All of this also to tell you that one day you wake up and you’re forty-five and you wonder where the kids are.
Especially when you adore children. Even when I was a child, I was the pied piper. I was eleven playing with and teaching the younger kids. I ended up teaching theatre and music to all ages most of my life. Perhaps that was always the Plan.
I married at forty-five to my sweetheart. He’s nine years older than me. He had no children either. We talked about it. Were open to it. But my body just didn’t cooperate. You may have already read that harrowing story too.
January 2020, my husband and I took a New Year’s Day walk. As we held hands and strolled, we discussed that perhaps, late as it was, maybe this would be the year we adopt.
2020.
That didn’t happen. Because 2020.
Back to The Stupidity
The stupidity takes place somewhere in 2021. As I engaged in social media, I followed all sorts of Catholic and Protestant profiles. Anything that was encouraging and uplifting. And in some cases occasionally making contact through direct messaging or commenting.
One day I began chatting with a priest. (I’m so stupid.) This is so hard to tell you this story because I feel I need a disclaimer. There are good and bad people in the world. There are also good and bad priests. That’s the best way to get on with this. I have found some of the most faithful to be from Africa. This priest was in Ghana.
I know he reached out to me first. He must have. These scammers are so smart. Stealthy in their prediction. I was well on my way in my online business at the time. (I was teaching music online for children. As a certified early childhood music educator, I’d created Look Up! Music and Creative Arts. I was writing my own curriculum, songbook and creating theatre arts integration exercises while many families were still in lockdown.)
This priest encouraged me to pray, fast, and use traditional Catholic prayers. This lasted over the course of a couple of weeks. I would pray the hours: 4, 12, 6, and 9.
So, for two weeks I arose in the morning at 4:00am for morning prayers. I fasted until noon. We’d check in with each other. I was held accountable. He’d encourage me to keep going. As I recollect now – he was promising me the moon.

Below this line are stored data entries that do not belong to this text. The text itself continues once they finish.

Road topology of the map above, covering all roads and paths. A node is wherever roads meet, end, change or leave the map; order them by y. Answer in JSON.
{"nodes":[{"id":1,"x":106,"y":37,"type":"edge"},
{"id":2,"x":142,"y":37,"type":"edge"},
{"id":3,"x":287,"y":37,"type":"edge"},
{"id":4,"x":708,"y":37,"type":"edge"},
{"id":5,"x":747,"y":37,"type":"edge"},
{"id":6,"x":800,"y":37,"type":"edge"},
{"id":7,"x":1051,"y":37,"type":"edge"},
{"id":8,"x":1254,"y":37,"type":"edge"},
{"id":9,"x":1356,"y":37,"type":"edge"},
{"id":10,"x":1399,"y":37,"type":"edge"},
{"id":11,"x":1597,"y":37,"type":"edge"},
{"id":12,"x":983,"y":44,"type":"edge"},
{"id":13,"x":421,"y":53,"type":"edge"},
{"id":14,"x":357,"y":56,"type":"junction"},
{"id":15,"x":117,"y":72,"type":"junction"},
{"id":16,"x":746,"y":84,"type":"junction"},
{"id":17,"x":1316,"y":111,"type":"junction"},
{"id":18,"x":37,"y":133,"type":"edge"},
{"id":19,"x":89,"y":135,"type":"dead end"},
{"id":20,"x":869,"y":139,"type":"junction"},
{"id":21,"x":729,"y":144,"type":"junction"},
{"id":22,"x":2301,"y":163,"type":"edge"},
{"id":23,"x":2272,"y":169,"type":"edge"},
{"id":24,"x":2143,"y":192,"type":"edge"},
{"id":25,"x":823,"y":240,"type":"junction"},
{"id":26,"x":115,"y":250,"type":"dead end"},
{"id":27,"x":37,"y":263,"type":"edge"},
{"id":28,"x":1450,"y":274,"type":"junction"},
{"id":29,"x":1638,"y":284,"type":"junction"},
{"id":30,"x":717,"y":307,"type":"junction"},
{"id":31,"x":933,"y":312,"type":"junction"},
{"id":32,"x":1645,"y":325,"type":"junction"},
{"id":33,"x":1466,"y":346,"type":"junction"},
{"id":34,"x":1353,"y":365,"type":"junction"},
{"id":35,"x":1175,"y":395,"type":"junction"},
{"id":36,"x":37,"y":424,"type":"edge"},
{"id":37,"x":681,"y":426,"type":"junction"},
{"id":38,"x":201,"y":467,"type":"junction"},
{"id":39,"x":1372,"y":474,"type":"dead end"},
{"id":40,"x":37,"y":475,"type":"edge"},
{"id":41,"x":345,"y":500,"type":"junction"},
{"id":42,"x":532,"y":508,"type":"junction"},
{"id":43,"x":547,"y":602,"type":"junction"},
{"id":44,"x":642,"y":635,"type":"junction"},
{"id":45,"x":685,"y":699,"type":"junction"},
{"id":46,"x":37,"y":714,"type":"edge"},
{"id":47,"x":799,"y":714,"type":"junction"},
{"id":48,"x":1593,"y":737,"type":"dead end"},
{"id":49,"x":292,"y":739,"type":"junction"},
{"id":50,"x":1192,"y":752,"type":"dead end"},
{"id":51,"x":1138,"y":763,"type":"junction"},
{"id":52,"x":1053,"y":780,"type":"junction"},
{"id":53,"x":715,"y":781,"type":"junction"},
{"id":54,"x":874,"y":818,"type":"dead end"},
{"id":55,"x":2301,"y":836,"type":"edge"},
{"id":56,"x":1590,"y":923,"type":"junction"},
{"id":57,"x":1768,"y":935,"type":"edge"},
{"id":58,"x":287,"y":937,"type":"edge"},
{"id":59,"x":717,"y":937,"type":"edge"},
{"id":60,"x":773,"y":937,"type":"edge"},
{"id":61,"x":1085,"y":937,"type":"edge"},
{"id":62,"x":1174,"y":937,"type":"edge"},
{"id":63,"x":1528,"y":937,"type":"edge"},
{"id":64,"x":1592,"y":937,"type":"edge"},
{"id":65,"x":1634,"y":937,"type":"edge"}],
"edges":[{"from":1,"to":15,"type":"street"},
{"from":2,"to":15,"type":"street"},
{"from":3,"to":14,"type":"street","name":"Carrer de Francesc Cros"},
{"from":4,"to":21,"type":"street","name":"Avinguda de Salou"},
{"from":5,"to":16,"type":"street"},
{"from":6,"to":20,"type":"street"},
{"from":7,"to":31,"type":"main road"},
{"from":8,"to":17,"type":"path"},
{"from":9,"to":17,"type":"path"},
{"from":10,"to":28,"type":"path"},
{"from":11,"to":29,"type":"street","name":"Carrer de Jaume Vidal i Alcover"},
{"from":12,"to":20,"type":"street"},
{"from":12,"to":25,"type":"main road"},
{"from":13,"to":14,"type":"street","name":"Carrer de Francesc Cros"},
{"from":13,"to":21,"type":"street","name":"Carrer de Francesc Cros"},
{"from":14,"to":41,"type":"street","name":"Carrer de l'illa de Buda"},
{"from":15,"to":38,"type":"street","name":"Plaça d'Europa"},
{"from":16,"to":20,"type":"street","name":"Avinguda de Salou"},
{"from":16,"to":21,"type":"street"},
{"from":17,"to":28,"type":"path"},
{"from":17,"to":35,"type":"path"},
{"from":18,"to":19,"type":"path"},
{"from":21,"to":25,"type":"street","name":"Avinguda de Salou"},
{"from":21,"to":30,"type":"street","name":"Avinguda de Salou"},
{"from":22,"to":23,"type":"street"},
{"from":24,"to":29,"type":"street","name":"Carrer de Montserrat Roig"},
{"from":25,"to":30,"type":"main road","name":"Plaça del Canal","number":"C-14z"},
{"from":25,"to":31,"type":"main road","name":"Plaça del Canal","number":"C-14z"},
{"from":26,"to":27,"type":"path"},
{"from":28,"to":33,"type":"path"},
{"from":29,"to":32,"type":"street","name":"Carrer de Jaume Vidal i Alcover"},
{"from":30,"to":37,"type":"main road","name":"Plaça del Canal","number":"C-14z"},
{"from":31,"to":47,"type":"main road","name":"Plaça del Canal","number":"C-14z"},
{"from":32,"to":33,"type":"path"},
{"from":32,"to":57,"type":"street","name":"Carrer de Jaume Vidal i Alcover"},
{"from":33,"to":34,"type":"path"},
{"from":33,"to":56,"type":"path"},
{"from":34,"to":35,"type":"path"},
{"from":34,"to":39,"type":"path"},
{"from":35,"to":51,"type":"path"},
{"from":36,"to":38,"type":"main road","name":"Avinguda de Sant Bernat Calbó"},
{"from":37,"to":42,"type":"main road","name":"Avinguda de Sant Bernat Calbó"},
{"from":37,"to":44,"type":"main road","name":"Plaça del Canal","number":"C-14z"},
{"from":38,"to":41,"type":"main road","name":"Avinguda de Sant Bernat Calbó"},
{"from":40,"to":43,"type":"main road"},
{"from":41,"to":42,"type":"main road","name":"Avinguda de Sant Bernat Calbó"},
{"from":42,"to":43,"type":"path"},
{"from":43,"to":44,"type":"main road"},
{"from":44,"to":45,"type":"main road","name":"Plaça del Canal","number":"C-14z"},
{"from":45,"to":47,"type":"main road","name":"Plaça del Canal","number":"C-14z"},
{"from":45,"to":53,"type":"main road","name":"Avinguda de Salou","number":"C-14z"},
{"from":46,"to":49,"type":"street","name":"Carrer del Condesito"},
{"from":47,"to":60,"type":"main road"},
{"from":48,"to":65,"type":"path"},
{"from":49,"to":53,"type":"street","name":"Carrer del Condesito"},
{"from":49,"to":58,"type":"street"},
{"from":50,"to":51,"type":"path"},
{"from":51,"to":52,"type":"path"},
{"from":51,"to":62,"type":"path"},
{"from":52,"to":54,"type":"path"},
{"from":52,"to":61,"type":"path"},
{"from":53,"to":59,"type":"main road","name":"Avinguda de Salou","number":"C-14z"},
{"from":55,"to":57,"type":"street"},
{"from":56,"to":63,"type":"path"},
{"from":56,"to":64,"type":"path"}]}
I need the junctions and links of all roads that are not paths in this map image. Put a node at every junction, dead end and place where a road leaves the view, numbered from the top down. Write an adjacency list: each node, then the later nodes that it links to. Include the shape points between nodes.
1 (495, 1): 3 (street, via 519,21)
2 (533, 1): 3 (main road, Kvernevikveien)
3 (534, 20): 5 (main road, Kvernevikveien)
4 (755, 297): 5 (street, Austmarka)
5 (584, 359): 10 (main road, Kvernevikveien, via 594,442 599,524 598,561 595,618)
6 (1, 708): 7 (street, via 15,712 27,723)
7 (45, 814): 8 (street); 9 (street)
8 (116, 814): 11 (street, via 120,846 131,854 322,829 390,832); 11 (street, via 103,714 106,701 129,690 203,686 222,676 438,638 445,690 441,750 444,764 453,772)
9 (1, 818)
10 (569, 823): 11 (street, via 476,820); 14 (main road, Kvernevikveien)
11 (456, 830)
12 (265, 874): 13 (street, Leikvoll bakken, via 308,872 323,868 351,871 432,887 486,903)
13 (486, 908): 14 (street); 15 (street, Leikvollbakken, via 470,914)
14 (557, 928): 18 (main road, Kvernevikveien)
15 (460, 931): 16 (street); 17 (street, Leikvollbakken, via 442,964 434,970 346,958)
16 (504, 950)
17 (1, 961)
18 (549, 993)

The moon, in my case, being a baby.
Now, I would be lying if I didn’t confess to you that all along, I had this uncomfortable interior impression that this – well – this just cannot be so. I did. And as it got nearer and nearer to the end of the fasting and praying period, I realized that all of his communique seemed too, what’s the word? Linear. Like a list. Spiritually transactional. Do this first. Done? Now do this. Now do this. Don’t skip a step. Don’t miss anything. There is a specific order of prayers and fasting so that you may get what you want.
Which is not how God works at all.
I look back. I should have known. I should have known. As I often say within my spiritual community, there was a “check” in my spirit about it. But as I got further and further into the commitment of prayer, I chose to believe, to hope, that it could be real.
But I worried (in the furthest reaches of my mind) there was a hitch.
A catch.
I wasn’t smart enough at the time to pray something like I pray now. “Lord if this is not you, SHUT THE DOOR! Defend me, Lord!”
Or my favorite: “Have mercy, Lord.”
Each time I did another thing this priest asked… some specific prayer… he’d lead me on through encouragement. He was good at it. I also like encouragment. (You can fool me now though, so put away the pom poms.)
Then it came to the Finale. The final ask. And that “ask” sounds just like it does… and sounded just like it was.